Vásquez’s stories are complex, hard to encapsulate in such brief synopses. They need time to sink in, leaving much to be thought about. Most are framed as stories told to the narrator as if acknowledging they’re not entirely his to tell, sometimes long after the events described lending them a thoughtful, reflective tone. Often those who’ve shared them have suffered violence – the fallout of the Colombian drug cartels in ‘The Boys’ which sees the possibility of happiness snuffed out, the Manson murders – committed long before he was born – which haunts an extra on a Polanski movie in ‘Airport’ and the accident that befell a politician’s assistant which she inconveniently survives in the opening story ‘Welcome to Riverbank’.  The one that stood out stylistically for me was ‘Us’ which smartly captures the rumour, speculation and jump to judgment which characterises much of social media in its brief account of man’s disappearance. All share an economy of style; Vasquez succeeds in saying a great deal in fewer words than some writers expend merely on setting a scene. It’s an impressive collection. If you’re a Vásquez fan, suggestions for which of his novels to try would be welcome.

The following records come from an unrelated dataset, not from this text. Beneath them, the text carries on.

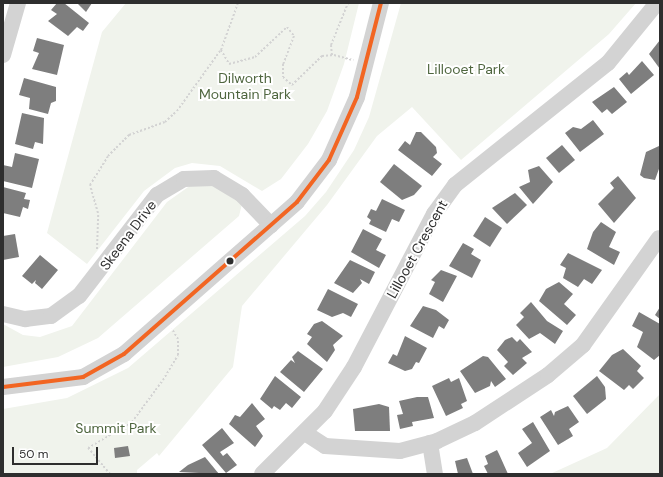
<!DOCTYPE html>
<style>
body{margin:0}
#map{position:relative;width:663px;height:477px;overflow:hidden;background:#fff;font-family:"DM Sans",sans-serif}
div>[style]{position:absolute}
.green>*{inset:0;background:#f0f3ec}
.building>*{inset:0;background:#7e7e7e}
.path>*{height:2px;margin-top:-1px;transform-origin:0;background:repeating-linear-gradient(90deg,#d3d3d3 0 2px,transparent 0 4px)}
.minor>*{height:16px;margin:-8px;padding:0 8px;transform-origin:8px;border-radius:8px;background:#d3d3d3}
.bus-1>*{height:4px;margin:-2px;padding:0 2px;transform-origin:2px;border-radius:2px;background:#f26522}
.dots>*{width:11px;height:11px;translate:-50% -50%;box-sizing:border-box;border:2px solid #fff;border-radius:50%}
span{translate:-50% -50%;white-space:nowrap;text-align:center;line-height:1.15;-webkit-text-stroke:4px #fff;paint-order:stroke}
.park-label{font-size:14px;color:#4f663f}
.street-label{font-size:14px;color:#2e2e2e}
.frame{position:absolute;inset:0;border:4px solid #2e2e2e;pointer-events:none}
.scale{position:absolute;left:12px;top:447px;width:86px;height:18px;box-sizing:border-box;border:2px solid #2e2e2e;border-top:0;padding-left:5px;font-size:12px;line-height:14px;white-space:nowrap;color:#2e2e2e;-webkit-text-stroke:3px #fff;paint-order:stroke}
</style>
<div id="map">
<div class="green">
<i style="clip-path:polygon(126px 3px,359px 3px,344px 64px,327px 111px,308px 144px,281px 179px,262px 191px,220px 166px,192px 163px,175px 168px,144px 191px,87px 264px,47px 233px,102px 32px)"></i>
<i style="clip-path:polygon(401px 3px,636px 3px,609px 34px,461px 160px,412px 107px,377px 136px,327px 205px,242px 306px,233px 367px,159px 456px,157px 453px,137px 470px,137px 474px,3px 474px,3px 409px,67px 398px,128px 368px,305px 216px,326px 192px,354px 150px,369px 117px)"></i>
<i style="clip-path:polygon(191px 185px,212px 185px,242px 204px,239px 216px,98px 338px,58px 357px,3px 367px,3px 324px,23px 335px,40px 337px,72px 326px,167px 202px)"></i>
<i style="clip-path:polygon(660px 394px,660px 474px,550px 474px,607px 448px)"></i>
</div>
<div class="building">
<i style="clip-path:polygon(57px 3px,64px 3px,89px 23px,83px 31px,77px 27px,68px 36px,48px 21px,57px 14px,51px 10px)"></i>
<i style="clip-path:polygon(77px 3px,92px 3px,86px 12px)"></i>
<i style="clip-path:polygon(37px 38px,64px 45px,57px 75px,32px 69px,39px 53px,33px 51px)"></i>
<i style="clip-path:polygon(660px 40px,660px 69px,649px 54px)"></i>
<i style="clip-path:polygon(642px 61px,654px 75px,631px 94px,619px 79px,627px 72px,629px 75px)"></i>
<i style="clip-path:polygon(24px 78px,56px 87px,56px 101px,51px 103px,48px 114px,29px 109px,30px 98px,19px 95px)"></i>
<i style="clip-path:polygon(614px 87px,627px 102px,612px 114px,607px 109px,602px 113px,592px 102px)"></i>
<i style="clip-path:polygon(22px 113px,44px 118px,43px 144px,35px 142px,33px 149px,15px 144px)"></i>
<i style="clip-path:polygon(593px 120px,604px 134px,580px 152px,565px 133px,573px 127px,581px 129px)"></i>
<i style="clip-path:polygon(416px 132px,421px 132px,436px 147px,437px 153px,433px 157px,442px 164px,432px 176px,398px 150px,405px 141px,410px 145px)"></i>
<i style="clip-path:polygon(660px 141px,660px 166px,655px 180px,644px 178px,640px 175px,646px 152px,659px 146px)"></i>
<i style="clip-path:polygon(562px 145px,575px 160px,559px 173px,546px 158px)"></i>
<i style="clip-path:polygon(15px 153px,39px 159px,32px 188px,3px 181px,3px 165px,12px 167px)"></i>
<i style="clip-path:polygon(394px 164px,422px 186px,414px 195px,402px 200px,380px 182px)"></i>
<i style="clip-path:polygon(539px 166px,553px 182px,533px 204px,519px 187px,530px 182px,528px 170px)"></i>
<i style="clip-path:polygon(618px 176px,636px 198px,614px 223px,598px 204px,614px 188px,610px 183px)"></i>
<i style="clip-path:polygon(3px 187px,26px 193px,24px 199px,30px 200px,28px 209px,23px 207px,20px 217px,3px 213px)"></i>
<i style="clip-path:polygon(515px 193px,527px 205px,507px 224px,492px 208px)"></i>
<i style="clip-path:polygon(382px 199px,405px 210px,399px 222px,392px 219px,386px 232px,369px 224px,371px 220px,367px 217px,371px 209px,376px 211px)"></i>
<i style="clip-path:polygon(485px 217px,502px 228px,490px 247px,473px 236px)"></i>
<i style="clip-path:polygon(601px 222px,616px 232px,609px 247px,620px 252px,614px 265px,587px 249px,593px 232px)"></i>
<i style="clip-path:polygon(363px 229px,382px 239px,376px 250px,386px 255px,379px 268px,351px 252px)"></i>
<i style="clip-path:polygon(15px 234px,19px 257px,3px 260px,3px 236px)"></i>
<i style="clip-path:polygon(463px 243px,474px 249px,471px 254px,481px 260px,472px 278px,449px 266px)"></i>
<i style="clip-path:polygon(568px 253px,602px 270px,592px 284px,584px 279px,578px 287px,563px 278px,566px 268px,560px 265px)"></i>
<i style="clip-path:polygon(40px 255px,58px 270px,42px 289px,35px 283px,36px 280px,32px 284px,22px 276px)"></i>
<i style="clip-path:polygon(350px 260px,375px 272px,369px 284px,360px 279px,362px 283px,353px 293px,334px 283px)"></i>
<i style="clip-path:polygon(441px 270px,457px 276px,443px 302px,429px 294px,435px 282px,431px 280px)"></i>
<i style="clip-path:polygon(559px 282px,573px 294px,564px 304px,576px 315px,567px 325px,539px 301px,546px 289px)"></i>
<i style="clip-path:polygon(328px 289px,358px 304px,351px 317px,343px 313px,332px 317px,317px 310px)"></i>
<i style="clip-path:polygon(531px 302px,547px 321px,563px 331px,555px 344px,540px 333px,529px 339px,516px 325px,524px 317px,520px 313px)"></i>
<i style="clip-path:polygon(423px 306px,436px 310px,449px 320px,444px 329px,439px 326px,433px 338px,410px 326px)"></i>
<i style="clip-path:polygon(660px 307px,660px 319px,655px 315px)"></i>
<i style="clip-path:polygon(639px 312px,660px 324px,660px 355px,654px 360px,637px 347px,643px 332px,632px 326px)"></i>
<i style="clip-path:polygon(322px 321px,343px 336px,333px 345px,335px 350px,327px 362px,307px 344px,312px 337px,307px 334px,314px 324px)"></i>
<i style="clip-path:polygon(405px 336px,427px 348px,419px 363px,416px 362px,412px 369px,405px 371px,388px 363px,393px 354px,397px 356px)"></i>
<i style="clip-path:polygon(512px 337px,517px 342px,520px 339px,532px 352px,522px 358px,527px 363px,513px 375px,504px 366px,508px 362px,497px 350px,505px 340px)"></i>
<i style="clip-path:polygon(623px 349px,641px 366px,637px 371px,644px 378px,633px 389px,629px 385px,624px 390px,599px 371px,612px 355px)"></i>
<i style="clip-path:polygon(298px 351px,323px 369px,304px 392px,280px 372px,291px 360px,295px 363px,292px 357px)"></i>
<i style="clip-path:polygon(483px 356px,488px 357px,506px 379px,495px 387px,491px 381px,490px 386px,475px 393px,460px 371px)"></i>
<i style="clip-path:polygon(275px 376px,301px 397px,292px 408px,286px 403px,280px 410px,274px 406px,272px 409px,260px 399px)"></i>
<i style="clip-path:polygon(597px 376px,605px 387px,606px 399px,587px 414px,573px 396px)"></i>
<i style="clip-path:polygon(449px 378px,451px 382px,459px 378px,467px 401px,461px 404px,463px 408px,446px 416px,432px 386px)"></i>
<i style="clip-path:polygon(417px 397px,428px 397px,434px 418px,412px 422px,413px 426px,400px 429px,397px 415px,403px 414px,399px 401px)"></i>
<i style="clip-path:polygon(252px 403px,265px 419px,256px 426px,263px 436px,255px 447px,229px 424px,235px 415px,240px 417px)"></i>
<i style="clip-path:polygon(379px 404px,389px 407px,390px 431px,355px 431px,353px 409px)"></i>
<i style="clip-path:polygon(568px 406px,579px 422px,569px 429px,573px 436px,558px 445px,540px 417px,551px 410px,554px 416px,555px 412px)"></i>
<i style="clip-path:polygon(533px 422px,550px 451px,527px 467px,518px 453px,532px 443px,522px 429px)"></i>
<i style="clip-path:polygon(222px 428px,234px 443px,220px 452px,223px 456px,227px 453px,237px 465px,226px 473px,202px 445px)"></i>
<i style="clip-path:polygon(128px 446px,130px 456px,115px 458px,114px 448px)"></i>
<i style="clip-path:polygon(497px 450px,499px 454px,508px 474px,488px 474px,484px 466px,488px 464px,485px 456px)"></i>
<i style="clip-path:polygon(205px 457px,219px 474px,179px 472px,188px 465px)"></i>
<i style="clip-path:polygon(467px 458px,473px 474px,458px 474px,455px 461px)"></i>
</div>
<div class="path">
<i style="left:238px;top:3px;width:50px;rotate:109.9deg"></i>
<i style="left:221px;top:50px;width:16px;rotate:60deg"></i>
<i style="left:229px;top:64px;width:27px;rotate:-15deg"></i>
<i style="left:255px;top:57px;width:44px;rotate:-43.2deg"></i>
<i style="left:287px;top:27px;width:11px;rotate:52deg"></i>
<i style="left:294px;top:36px;width:30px;rotate:111deg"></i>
<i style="left:283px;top:64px;width:13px;rotate:90deg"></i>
<i style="left:283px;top:77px;width:12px;rotate:42deg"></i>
<i style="left:292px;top:85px;width:42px;rotate:-44deg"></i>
<i style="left:322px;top:56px;width:12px;rotate:-5deg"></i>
<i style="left:334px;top:55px;width:20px;rotate:15deg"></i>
<i style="left:332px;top:55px;width:10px;rotate:-96deg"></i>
<i style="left:331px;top:45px;width:45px;rotate:-68deg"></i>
<i style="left:97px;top:249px;width:36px;rotate:-88deg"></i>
<i style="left:98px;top:213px;width:29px;rotate:-106deg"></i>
<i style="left:90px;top:185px;width:34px;rotate:-58deg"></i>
<i style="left:108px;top:156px;width:30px;rotate:-45deg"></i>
<i style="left:129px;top:135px;width:38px;rotate:-20deg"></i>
<i style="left:165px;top:122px;width:16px;rotate:-43deg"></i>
<i style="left:177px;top:111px;width:74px;rotate:-54.4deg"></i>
<i style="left:110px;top:474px;width:34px;rotate:-130deg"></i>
<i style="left:88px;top:448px;width:51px;rotate:-30.6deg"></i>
<i style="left:132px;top:422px;width:52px;rotate:-53.6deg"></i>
<i style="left:163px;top:380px;width:29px;rotate:-59deg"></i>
<i style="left:178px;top:355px;width:16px;rotate:-90deg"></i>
<i style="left:178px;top:339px;width:12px;rotate:-121deg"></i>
</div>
<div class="minor">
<i style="left:3px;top:55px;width:54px;rotate:-73.9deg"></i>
<i style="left:3px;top:314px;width:23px;rotate:13deg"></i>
<i style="left:25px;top:319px;width:26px;rotate:-7deg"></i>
<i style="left:51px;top:316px;width:34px;rotate:-36deg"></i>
<i style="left:79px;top:296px;width:128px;rotate:-52.3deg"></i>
<i style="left:157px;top:195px;width:31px;rotate:-31deg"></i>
<i style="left:184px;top:179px;width:30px;rotate:-2deg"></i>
<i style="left:214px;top:178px;width:33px;rotate:31deg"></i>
<i style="left:242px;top:195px;width:42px;rotate:46deg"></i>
<i style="left:3px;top:387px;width:81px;rotate:-7.1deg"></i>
<i style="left:83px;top:377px;width:47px;rotate:-29.3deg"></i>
<i style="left:124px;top:354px;width:230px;rotate:-41.3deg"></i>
<i style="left:297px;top:202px;width:53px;rotate:-52.7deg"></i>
<i style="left:329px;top:160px;width:69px;rotate:-66deg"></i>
<i style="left:357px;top:97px;width:97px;rotate:-75.7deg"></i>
<i style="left:305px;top:433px;width:24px;rotate:33deg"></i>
<i style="left:325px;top:446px;width:75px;rotate:3.8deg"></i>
<i style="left:400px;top:451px;width:38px;rotate:-15deg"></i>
<i style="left:437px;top:441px;width:42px;rotate:-25.3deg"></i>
<i style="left:475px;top:423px;width:87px;rotate:-33.3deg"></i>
<i style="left:548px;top:375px;width:46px;rotate:-40.6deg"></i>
<i style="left:583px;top:345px;width:131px;rotate:-54.6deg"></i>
<i style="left:430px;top:443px;width:31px;rotate:81deg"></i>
<i style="left:262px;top:474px;width:89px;rotate:-45deg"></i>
<i style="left:325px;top:411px;width:53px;rotate:-56.6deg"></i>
<i style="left:354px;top:367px;width:173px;rotate:-62.4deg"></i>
<i style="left:434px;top:214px;width:36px;rotate:-54deg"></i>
<i style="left:455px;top:185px;width:196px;rotate:-38.6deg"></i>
<i style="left:608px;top:63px;width:77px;rotate:-50.8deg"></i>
</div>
<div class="bus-1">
<i style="left:3px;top:387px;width:81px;rotate:-7.1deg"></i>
<i style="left:83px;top:377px;width:47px;rotate:-29.3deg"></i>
<i style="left:124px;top:354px;width:230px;rotate:-41.3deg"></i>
<i style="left:297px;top:202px;width:53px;rotate:-52.7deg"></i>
<i style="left:329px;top:160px;width:69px;rotate:-66deg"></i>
<i style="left:357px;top:97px;width:97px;rotate:-75.7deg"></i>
</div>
<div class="dots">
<i style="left:230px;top:261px;background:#2e2e2e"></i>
</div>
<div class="park-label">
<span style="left:466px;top:69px">Lillooet Park</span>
<span style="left:245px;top:86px">Dilworth<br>Mountain Park</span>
<span style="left:116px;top:428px">Summit Park</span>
</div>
<div class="street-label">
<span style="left:128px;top:235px;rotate:-53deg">Skeena Drive</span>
<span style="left:417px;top:249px;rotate:-61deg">Lillooet Crescent</span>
</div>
<div class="frame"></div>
<div class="scale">50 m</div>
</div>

Maclehose Press: London 9781529405446 220 pages Hardback

18 thoughts on “Songs for the Flames by Juan Gabriel Vásquez (transl. Anne MacLean): Stories within stories”

  1. I read Reputations in 2017 and enjoyed it very much, but somehow haven’t picked up anything else by Vasquez since then, though my library owns two more. I think The Sound of Things Falling is the one that attracts me most, but if they acquire this story collection you’ve definitely sold me on reading it.

  2. I have a couple of his novels on my shelves, The Informers, and the Conrad-inspired one, but admit I’ve not read him at all. These short stories sound good, but I ought to read the books I have – ha ha!

  3. I’ve only tried The Shape of the Ruins and although I liked the premise and the quality of his prose, I felt it was far too padded and the structure made me lose interest – it kept jumping backwards in history. But these sound good – I might appreciate him more in short format.

  4. I admired rather than loved The Shape of the Ruins, but have The Secret History of Costaguana one on my shelves (it looks like fun), plus an earlier short story collection. The Sound of Things Falling did impress me.

  5. I loved The Sound of Things Falling but have read nothing else of his since then. (Not for any particular reason – just lack of time, I guess.) What impressed me most about it was the combination of the personal and the political, a sense of breadth in scope and intimacy in detail that also seems to be present here. Would that be fair to say, do you think?

    1. Yes, I’d say that was true of several of the stories – ‘Boys’, for instance, explores the devastating effect of the Colombian drug trade through a group of children, humanising it. Certainly a collection that leaves you with much to think about.

    1. It was The Sound of Falling Things, described as a literary thriller. I’ll definitely be reading more by him although I might try his first short story collection first.